[Excerpted data]
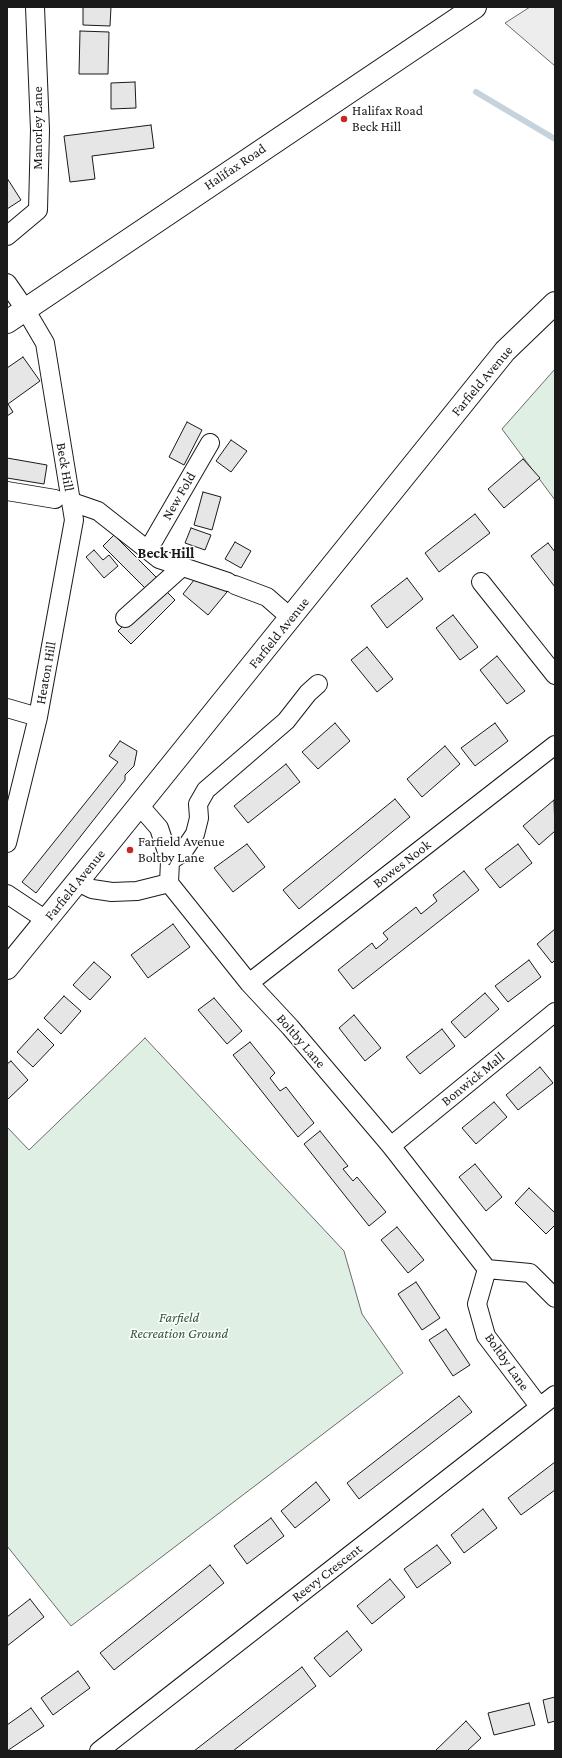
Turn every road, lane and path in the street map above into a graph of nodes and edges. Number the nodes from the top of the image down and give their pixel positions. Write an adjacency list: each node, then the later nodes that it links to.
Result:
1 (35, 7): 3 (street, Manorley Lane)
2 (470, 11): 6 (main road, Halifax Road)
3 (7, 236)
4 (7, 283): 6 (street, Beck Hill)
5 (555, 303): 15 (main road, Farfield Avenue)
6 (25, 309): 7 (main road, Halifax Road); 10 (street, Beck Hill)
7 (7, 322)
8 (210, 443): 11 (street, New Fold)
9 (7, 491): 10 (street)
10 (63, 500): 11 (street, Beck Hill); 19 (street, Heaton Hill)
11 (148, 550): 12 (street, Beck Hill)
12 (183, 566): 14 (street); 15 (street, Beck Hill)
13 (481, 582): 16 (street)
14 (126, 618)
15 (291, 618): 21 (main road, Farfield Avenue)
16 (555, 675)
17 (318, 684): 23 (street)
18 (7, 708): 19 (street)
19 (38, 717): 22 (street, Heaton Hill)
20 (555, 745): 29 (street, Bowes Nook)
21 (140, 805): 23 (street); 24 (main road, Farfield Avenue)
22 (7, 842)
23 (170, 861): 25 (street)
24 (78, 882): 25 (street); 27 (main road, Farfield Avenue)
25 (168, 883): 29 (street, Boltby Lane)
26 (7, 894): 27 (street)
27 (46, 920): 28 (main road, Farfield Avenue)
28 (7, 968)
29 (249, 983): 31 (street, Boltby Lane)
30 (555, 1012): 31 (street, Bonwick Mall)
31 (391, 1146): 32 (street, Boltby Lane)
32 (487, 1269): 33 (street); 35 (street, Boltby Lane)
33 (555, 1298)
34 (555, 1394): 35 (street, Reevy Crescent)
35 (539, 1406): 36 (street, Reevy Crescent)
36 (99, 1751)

--

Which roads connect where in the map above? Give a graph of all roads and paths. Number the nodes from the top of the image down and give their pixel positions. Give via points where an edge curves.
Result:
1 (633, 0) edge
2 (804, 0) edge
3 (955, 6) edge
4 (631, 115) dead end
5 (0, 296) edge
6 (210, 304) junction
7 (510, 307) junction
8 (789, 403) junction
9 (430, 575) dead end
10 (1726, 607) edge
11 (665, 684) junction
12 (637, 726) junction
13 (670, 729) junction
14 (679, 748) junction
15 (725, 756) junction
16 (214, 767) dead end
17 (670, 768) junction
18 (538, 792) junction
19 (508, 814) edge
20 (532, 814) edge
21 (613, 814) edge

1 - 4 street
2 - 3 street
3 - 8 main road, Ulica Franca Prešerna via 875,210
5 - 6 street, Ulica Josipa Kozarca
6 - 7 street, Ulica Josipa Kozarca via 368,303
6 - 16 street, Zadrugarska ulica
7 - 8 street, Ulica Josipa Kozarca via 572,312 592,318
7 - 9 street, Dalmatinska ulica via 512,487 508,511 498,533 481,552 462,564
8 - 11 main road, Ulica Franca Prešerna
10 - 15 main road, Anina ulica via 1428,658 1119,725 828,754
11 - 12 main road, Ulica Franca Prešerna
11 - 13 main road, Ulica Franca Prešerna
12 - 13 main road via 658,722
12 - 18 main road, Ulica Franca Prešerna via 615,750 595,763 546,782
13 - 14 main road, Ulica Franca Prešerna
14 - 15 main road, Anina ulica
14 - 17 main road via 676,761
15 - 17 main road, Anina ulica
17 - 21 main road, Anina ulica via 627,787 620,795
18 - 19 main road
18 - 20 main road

[Prompt] The string "down" shows up in some lines of the listing. Copy each such line.

[Exercise answer]
Turn every road, lane and path in the street map above into a graph of nodes and edges. Number the nodes from the top of the image down and give their pixel positions. Write an adjacency list: each node, then the later nodes that it links to.
Which roads connect where in the map above? Give a graph of all roads and paths. Number the nodes from the top of the image down and give their pixel positions. Give via points where an edge curves.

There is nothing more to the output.